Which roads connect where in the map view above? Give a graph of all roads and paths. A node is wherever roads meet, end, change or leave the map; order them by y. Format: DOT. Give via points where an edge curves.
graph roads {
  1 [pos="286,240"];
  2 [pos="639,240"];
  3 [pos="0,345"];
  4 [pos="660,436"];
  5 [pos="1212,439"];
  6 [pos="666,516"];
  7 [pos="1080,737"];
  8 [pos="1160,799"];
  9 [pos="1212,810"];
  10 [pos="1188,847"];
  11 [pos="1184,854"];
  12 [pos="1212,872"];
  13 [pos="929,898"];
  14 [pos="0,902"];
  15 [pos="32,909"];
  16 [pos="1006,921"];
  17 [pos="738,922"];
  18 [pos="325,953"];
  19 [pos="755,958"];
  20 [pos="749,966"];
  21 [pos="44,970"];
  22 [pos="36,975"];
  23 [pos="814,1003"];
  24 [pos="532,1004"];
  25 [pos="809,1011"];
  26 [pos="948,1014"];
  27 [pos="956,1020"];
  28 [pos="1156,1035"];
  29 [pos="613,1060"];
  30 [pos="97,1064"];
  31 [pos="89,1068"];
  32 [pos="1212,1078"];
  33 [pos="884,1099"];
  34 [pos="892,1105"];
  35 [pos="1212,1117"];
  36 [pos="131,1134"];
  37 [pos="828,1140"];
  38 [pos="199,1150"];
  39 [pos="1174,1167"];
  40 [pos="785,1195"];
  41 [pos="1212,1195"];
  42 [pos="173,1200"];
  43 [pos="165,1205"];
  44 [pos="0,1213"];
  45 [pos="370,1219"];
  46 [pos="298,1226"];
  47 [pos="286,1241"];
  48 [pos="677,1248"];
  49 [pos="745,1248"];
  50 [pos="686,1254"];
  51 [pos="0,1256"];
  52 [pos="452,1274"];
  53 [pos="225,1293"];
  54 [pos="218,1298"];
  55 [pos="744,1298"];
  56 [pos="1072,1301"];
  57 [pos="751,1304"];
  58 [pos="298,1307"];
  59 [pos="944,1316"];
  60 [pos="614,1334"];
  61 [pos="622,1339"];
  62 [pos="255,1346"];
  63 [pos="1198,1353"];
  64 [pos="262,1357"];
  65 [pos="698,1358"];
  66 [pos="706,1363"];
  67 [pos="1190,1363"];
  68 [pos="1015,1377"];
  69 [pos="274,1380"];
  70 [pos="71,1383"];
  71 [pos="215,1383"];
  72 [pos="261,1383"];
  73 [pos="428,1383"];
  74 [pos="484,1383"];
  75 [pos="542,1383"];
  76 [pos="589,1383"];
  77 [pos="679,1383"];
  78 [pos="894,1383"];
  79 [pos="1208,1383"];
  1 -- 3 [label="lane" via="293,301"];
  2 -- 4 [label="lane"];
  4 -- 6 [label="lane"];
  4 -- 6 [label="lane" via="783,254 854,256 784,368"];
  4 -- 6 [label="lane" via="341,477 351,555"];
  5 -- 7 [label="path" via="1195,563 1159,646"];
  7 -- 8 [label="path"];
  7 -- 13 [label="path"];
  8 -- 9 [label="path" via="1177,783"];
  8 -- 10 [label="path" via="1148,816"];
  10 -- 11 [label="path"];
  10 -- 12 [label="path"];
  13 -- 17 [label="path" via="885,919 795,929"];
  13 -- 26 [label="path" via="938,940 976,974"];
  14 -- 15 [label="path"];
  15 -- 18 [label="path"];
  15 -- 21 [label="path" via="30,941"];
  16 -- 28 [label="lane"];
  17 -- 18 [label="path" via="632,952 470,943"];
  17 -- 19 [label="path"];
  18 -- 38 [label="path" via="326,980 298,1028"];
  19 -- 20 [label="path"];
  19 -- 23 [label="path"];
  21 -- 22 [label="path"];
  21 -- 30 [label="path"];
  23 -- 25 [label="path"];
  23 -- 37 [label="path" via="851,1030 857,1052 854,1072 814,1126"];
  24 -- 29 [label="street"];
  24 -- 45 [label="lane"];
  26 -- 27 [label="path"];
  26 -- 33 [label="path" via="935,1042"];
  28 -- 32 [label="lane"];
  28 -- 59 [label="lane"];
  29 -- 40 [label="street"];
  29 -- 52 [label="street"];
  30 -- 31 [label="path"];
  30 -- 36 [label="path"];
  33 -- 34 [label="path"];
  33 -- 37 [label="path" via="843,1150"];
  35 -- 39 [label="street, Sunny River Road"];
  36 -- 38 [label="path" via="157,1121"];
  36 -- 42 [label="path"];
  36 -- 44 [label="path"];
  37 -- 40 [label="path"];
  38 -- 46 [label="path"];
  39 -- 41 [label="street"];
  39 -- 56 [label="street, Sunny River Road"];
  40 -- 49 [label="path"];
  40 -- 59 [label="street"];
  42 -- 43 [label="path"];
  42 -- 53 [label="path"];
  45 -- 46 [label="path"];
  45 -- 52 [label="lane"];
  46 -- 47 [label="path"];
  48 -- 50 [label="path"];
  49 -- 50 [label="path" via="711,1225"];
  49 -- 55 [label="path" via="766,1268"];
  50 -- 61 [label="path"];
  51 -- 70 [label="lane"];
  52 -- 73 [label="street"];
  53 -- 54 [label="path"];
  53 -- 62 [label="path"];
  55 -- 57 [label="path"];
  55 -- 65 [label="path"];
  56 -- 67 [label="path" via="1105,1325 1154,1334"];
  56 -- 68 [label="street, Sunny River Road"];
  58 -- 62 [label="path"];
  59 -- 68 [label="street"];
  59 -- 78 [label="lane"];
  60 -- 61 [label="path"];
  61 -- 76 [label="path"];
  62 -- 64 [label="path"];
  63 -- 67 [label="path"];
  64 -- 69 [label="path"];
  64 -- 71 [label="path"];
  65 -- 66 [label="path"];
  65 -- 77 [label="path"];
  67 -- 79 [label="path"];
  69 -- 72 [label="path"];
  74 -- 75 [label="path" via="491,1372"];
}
* * *
§ **About this exercise**
Return every record above exactly as it appears.

§ **Answer for the task**
Which roads connect where in the map view above? Give a graph of all roads and paths. A node is wherever roads meet, end, change or leave the map; order them by y. Format: DOT. Give via points where an edge curves.
graph roads {
  1 [pos="286,240"];
  2 [pos="639,240"];
  3 [pos="0,345"];
  4 [pos="660,436"];
  5 [pos="1212,439"];
  6 [pos="666,516"];
  7 [pos="1080,737"];
  8 [pos="1160,799"];
  9 [pos="1212,810"];
  10 [pos="1188,847"];
  11 [pos="1184,854"];
  12 [pos="1212,872"];
  13 [pos="929,898"];
  14 [pos="0,902"];
  15 [pos="32,909"];
  16 [pos="1006,921"];
  17 [pos="738,922"];
  18 [pos="325,953"];
  19 [pos="755,958"];
  20 [pos="749,966"];
  21 [pos="44,970"];
  22 [pos="36,975"];
  23 [pos="814,1003"];
  24 [pos="532,1004"];
  25 [pos="809,1011"];
  26 [pos="948,1014"];
  27 [pos="956,1020"];
  28 [pos="1156,1035"];
  29 [pos="613,1060"];
  30 [pos="97,1064"];
  31 [pos="89,1068"];
  32 [pos="1212,1078"];
  33 [pos="884,1099"];
  34 [pos="892,1105"];
  35 [pos="1212,1117"];
  36 [pos="131,1134"];
  37 [pos="828,1140"];
  38 [pos="199,1150"];
  39 [pos="1174,1167"];
  40 [pos="785,1195"];
  41 [pos="1212,1195"];
  42 [pos="173,1200"];
  43 [pos="165,1205"];
  44 [pos="0,1213"];
  45 [pos="370,1219"];
  46 [pos="298,1226"];
  47 [pos="286,1241"];
  48 [pos="677,1248"];
  49 [pos="745,1248"];
  50 [pos="686,1254"];
  51 [pos="0,1256"];
  52 [pos="452,1274"];
  53 [pos="225,1293"];
  54 [pos="218,1298"];
  55 [pos="744,1298"];
  56 [pos="1072,1301"];
  57 [pos="751,1304"];
  58 [pos="298,1307"];
  59 [pos="944,1316"];
  60 [pos="614,1334"];
  61 [pos="622,1339"];
  62 [pos="255,1346"];
  63 [pos="1198,1353"];
  64 [pos="262,1357"];
  65 [pos="698,1358"];
  66 [pos="706,1363"];
  67 [pos="1190,1363"];
  68 [pos="1015,1377"];
  69 [pos="274,1380"];
  70 [pos="71,1383"];
  71 [pos="215,1383"];
  72 [pos="261,1383"];
  73 [pos="428,1383"];
  74 [pos="484,1383"];
  75 [pos="542,1383"];
  76 [pos="589,1383"];
  77 [pos="679,1383"];
  78 [pos="894,1383"];
  79 [pos="1208,1383"];
  1 -- 3 [label="lane" via="293,301"];
  2 -- 4 [label="lane"];
  4 -- 6 [label="lane"];
  4 -- 6 [label="lane" via="783,254 854,256 784,368"];
  4 -- 6 [label="lane" via="341,477 351,555"];
  5 -- 7 [label="path" via="1195,563 1159,646"];
  7 -- 8 [label="path"];
  7 -- 13 [label="path"];
  8 -- 9 [label="path" via="1177,783"];
  8 -- 10 [label="path" via="1148,816"];
  10 -- 11 [label="path"];
  10 -- 12 [label="path"];
  13 -- 17 [label="path" via="885,919 795,929"];
  13 -- 26 [label="path" via="938,940 976,974"];
  14 -- 15 [label="path"];
  15 -- 18 [label="path"];
  15 -- 21 [label="path" via="30,941"];
  16 -- 28 [label="lane"];
  17 -- 18 [label="path" via="632,952 470,943"];
  17 -- 19 [label="path"];
  18 -- 38 [label="path" via="326,980 298,1028"];
  19 -- 20 [label="path"];
  19 -- 23 [label="path"];
  21 -- 22 [label="path"];
  21 -- 30 [label="path"];
  23 -- 25 [label="path"];
  23 -- 37 [label="path" via="851,1030 857,1052 854,1072 814,1126"];
  24 -- 29 [label="street"];
  24 -- 45 [label="lane"];
  26 -- 27 [label="path"];
  26 -- 33 [label="path" via="935,1042"];
  28 -- 32 [label="lane"];
  28 -- 59 [label="lane"];
  29 -- 40 [label="street"];
  29 -- 52 [label="street"];
  30 -- 31 [label="path"];
  30 -- 36 [label="path"];
  33 -- 34 [label="path"];
  33 -- 37 [label="path" via="843,1150"];
  35 -- 39 [label="street, Sunny River Road"];
  36 -- 38 [label="path" via="157,1121"];
  36 -- 42 [label="path"];
  36 -- 44 [label="path"];
  37 -- 40 [label="path"];
  38 -- 46 [label="path"];
  39 -- 41 [label="street"];
  39 -- 56 [label="street, Sunny River Road"];
  40 -- 49 [label="path"];
  40 -- 59 [label="street"];
  42 -- 43 [label="path"];
  42 -- 53 [label="path"];
  45 -- 46 [label="path"];
  45 -- 52 [label="lane"];
  46 -- 47 [label="path"];
  48 -- 50 [label="path"];
  49 -- 50 [label="path" via="711,1225"];
  49 -- 55 [label="path" via="766,1268"];
  50 -- 61 [label="path"];
  51 -- 70 [label="lane"];
  52 -- 73 [label="street"];
  53 -- 54 [label="path"];
  53 -- 62 [label="path"];
  55 -- 57 [label="path"];
  55 -- 65 [label="path"];
  56 -- 67 [label="path" via="1105,1325 1154,1334"];
  56 -- 68 [label="street, Sunny River Road"];
  58 -- 62 [label="path"];
  59 -- 68 [label="street"];
  59 -- 78 [label="lane"];
  60 -- 61 [label="path"];
  61 -- 76 [label="path"];
  62 -- 64 [label="path"];
  63 -- 67 [label="path"];
  64 -- 69 [label="path"];
  64 -- 71 [label="path"];
  65 -- 66 [label="path"];
  65 -- 77 [label="path"];
  67 -- 79 [label="path"];
  69 -- 72 [label="path"];
  74 -- 75 [label="path" via="491,1372"];
}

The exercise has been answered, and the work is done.